Pose estimation data =
* * * * * * *

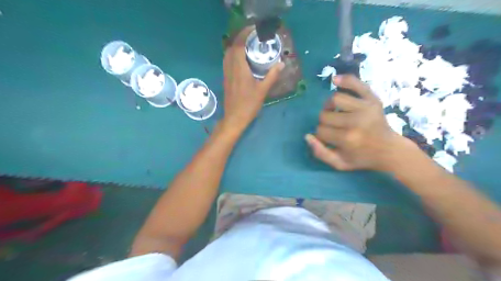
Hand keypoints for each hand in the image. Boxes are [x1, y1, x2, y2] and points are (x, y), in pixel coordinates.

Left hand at [222, 28, 282, 133]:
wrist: (234, 118)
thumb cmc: (248, 105)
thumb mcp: (262, 90)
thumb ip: (272, 75)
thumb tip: (281, 63)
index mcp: (239, 68)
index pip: (239, 45)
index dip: (245, 34)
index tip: (254, 29)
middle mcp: (230, 67)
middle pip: (232, 47)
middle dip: (241, 38)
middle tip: (253, 37)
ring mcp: (226, 73)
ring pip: (228, 54)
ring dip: (236, 46)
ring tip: (248, 45)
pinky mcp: (226, 78)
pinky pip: (227, 61)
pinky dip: (233, 55)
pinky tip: (242, 59)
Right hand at [308, 74, 417, 170]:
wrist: (389, 150)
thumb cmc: (362, 158)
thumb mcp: (339, 164)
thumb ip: (320, 153)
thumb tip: (307, 136)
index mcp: (347, 139)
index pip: (320, 131)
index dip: (321, 135)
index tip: (329, 139)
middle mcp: (356, 122)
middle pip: (324, 115)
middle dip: (324, 122)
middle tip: (333, 127)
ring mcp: (366, 108)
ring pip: (335, 99)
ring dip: (329, 106)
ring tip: (335, 111)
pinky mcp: (373, 99)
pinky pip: (355, 83)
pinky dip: (344, 79)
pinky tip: (335, 80)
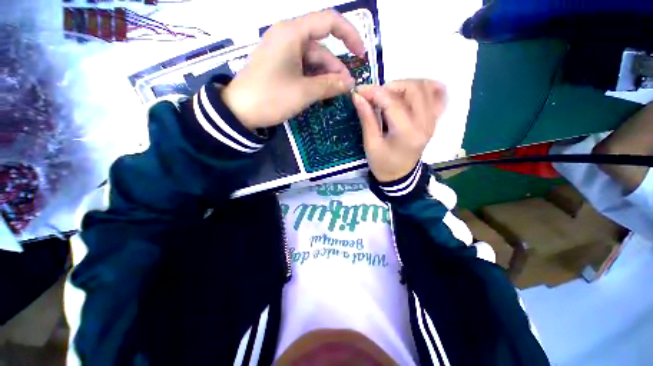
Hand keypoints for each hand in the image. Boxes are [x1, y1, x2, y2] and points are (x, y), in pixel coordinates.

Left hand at [222, 10, 364, 129]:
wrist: (239, 111)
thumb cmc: (271, 98)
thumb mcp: (304, 92)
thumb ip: (330, 85)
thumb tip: (350, 83)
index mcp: (292, 33)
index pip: (329, 22)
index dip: (350, 35)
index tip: (360, 54)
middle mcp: (288, 36)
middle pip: (321, 47)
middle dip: (335, 68)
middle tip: (346, 89)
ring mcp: (282, 51)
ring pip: (312, 59)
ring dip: (325, 76)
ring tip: (334, 94)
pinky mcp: (279, 64)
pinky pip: (303, 67)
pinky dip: (313, 78)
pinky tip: (320, 92)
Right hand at [352, 80, 445, 181]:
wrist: (399, 175)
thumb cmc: (382, 163)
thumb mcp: (371, 144)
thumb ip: (366, 118)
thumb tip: (358, 96)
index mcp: (406, 133)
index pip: (392, 102)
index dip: (374, 92)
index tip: (359, 90)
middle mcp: (425, 123)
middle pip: (414, 89)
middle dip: (391, 87)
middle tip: (376, 97)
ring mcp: (433, 120)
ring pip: (426, 87)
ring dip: (405, 86)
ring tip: (390, 96)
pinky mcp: (434, 120)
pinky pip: (438, 95)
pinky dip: (427, 88)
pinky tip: (413, 92)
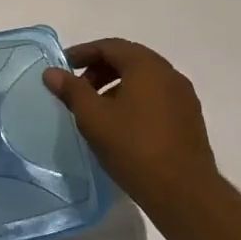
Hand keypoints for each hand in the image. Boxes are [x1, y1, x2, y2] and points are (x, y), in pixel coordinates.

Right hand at [43, 38, 219, 202]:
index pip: (111, 47)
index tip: (64, 67)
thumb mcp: (93, 117)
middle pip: (129, 60)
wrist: (183, 192)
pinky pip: (156, 97)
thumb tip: (52, 72)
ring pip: (144, 79)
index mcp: (147, 67)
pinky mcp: (189, 119)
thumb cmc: (133, 147)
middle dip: (100, 69)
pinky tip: (120, 123)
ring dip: (116, 85)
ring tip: (96, 108)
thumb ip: (71, 90)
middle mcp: (170, 75)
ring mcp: (183, 98)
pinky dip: (134, 99)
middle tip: (77, 88)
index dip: (83, 53)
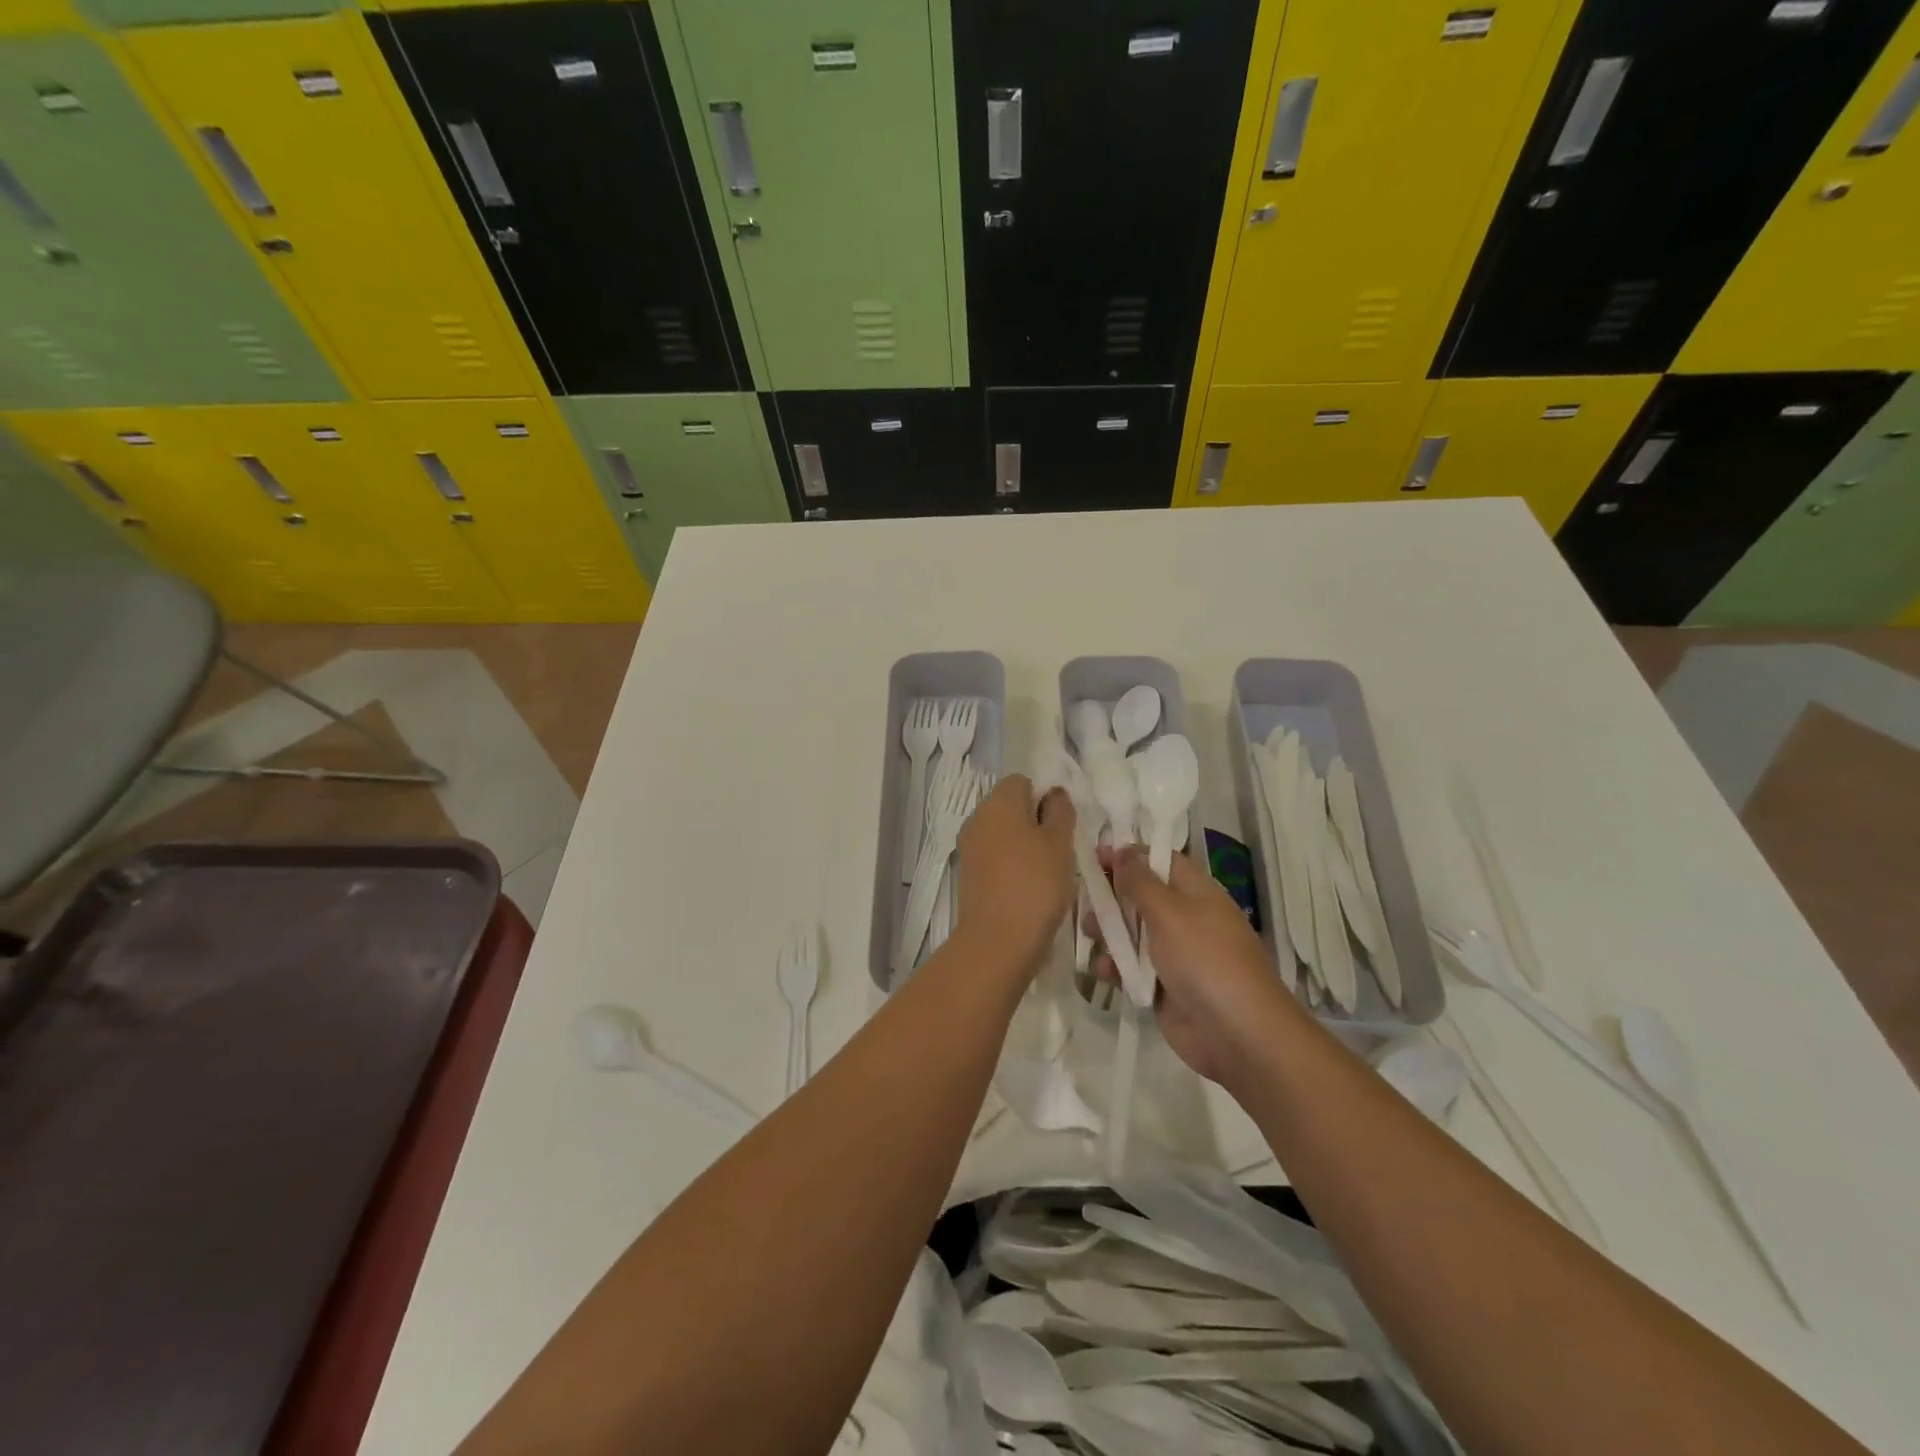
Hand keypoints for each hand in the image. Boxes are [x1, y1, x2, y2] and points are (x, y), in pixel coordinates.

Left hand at [955, 775, 1074, 979]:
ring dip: (1024, 845)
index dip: (1044, 796)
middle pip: (1010, 806)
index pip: (1022, 781)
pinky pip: (994, 857)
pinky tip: (1029, 888)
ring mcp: (969, 847)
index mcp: (998, 802)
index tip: (1062, 823)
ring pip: (1003, 833)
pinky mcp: (968, 874)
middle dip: (1035, 821)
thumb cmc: (1035, 884)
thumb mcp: (1060, 843)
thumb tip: (1053, 794)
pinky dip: (1011, 865)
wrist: (998, 940)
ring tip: (1047, 872)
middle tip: (1059, 848)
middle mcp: (977, 818)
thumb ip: (1060, 811)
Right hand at [1090, 846, 1299, 1084]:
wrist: (1237, 1033)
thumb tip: (1122, 850)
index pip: (1158, 860)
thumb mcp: (1169, 912)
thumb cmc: (1204, 959)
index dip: (1128, 855)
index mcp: (1195, 891)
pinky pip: (1132, 968)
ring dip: (1108, 931)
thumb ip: (1139, 881)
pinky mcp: (1162, 986)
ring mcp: (1173, 953)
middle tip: (1082, 898)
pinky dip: (1116, 966)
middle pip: (1140, 896)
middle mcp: (1184, 917)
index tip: (1093, 856)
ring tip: (1086, 932)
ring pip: (1131, 933)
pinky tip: (1103, 970)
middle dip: (1110, 895)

* * * * * * *

EXERCISE OBJECTIVE = Omit the pictures, then give all the lines above again exactly.

SOLUTION FOR THIS PROBLEM =
Hand keypoints for each hand in the image. Boxes are [x1, y1, x2, y2] and points are (x, y), in pixel coordinates.

Left hand at [222, 28, 282, 133]:
wrist: (234, 118)
thumb cmc: (248, 105)
thumb mcp: (262, 90)
thumb ip: (272, 75)
thumb tip: (281, 63)
index mcp: (239, 68)
index pip: (239, 45)
index dip: (245, 34)
index tip: (254, 29)
middle mcp: (230, 67)
middle pip: (232, 47)
middle dip: (241, 38)
middle tip: (253, 37)
ring mcp: (226, 73)
ring pip: (228, 54)
ring dip: (236, 46)
ring tip: (248, 45)
pinky mcp: (226, 78)
pinky pip: (227, 61)
pinky dip: (233, 55)
pinky tip: (242, 59)
Right hand at [308, 74, 417, 170]:
wrist: (389, 150)
thumb cmc: (362, 158)
thumb mcp: (339, 164)
thumb ip: (320, 153)
thumb tip: (307, 136)
index mcp: (347, 139)
index pip: (320, 131)
index dip: (321, 135)
index tip: (329, 139)
middle mcp: (356, 122)
middle pip: (324, 115)
middle dip: (324, 122)
middle tip: (333, 127)
ring mcp: (366, 108)
ring pip: (335, 99)
ring dip: (329, 106)
ring tip: (335, 111)
pinky mcp: (373, 99)
pinky pip: (355, 83)
pinky dip: (344, 79)
pinky tip: (335, 80)
Hand keypoints for each hand in the image. Boxes are [x1, y1, x2, y2] and points are (x, y), in pixel coordinates.

Left hand at [222, 10, 364, 129]:
wrist: (239, 111)
thumb cmc: (271, 98)
thumb mcp: (304, 92)
thumb ip: (330, 85)
thumb tip: (350, 83)
index mcp: (292, 33)
index pip: (329, 22)
index dip: (350, 35)
index tip: (360, 54)
middle mcp: (288, 36)
middle pip: (321, 47)
middle dip: (335, 68)
middle tip: (346, 89)
ring mcp: (282, 51)
ring pip: (312, 59)
ring dip: (325, 76)
ring tip: (334, 94)
pinky mcp: (279, 64)
pinky pip: (303, 67)
pinky dip: (313, 78)
pinky tip: (320, 92)
Right hand at [352, 80, 445, 181]:
wrist: (399, 175)
thumb cmc: (382, 163)
thumb mcp: (371, 144)
thumb ip: (366, 118)
thumb tip: (358, 96)
index mcp: (406, 133)
index pip: (392, 102)
index dip: (374, 92)
index tip: (359, 90)
middle mcp: (425, 123)
middle pip: (414, 89)
middle dip: (391, 87)
middle tip: (376, 97)
ring mcp: (433, 120)
ring pip: (426, 87)
ring dip: (405, 86)
ring tip: (390, 96)
pinky mcp: (434, 120)
pinky pip: (438, 95)
pinky dip: (427, 88)
pinky tip: (413, 92)
Hand keypoints for each hand in the image. Boxes are [x1, y1, x2, y2] and points are (x, y), in pixel coordinates.

Right hand at [43, 38, 219, 202]:
index pip: (111, 47)
index tip: (64, 67)
thumb mcp: (93, 117)
middle pip: (129, 60)
wrist: (183, 192)
pinky pip: (156, 97)
thumb tip: (52, 72)
ring pip: (144, 79)
index mcp: (147, 67)
pinky mcp: (189, 119)
thumb cmc: (133, 147)
middle dip: (100, 69)
pinky tip: (120, 123)
ring dip: (116, 85)
ring tip: (96, 108)
thumb ip: (71, 90)
middle mcp: (170, 75)
ring mcp: (183, 98)
pinky dip: (134, 99)
middle tip: (77, 88)
index dip: (83, 53)
Hand keypoints for each hand in the image. Boxes are [x1, y1, x2, y2] and points are (x, y), in pixel coordinates.

Left hand at [955, 775, 1074, 979]:
ring dip: (1024, 845)
index dip: (1044, 796)
middle pip: (1010, 806)
index pip: (1022, 781)
pinky pip: (994, 857)
pinky tip: (1029, 888)
ring mcp: (969, 847)
index mcp: (998, 802)
index tip: (1062, 823)
ring pip: (1003, 833)
pinky mcp: (968, 874)
middle dip: (1035, 821)
thumb cmc: (1035, 884)
thumb mcp: (1060, 843)
thumb tip: (1053, 794)
pinky dip: (1011, 865)
wrist: (998, 940)
ring tip: (1047, 872)
middle tip: (1059, 848)
middle mcp: (977, 818)
thumb ip: (1060, 811)
Right hand at [1090, 846, 1299, 1084]:
wrist: (1237, 1033)
thumb tip: (1122, 850)
index pip: (1158, 860)
thumb mcp: (1169, 912)
thumb cmc: (1204, 959)
index dip: (1128, 855)
index mcp: (1195, 891)
pinky pip: (1132, 968)
ring dip: (1108, 931)
thumb ip: (1139, 881)
pinky mcp: (1162, 986)
ring mcp: (1173, 953)
middle tip: (1082, 898)
pinky dip: (1116, 966)
middle pip: (1140, 896)
middle mcp: (1184, 917)
index tip: (1093, 856)
ring tip: (1086, 932)
ring pip: (1131, 933)
pinky tip: (1103, 970)
middle dip: (1110, 895)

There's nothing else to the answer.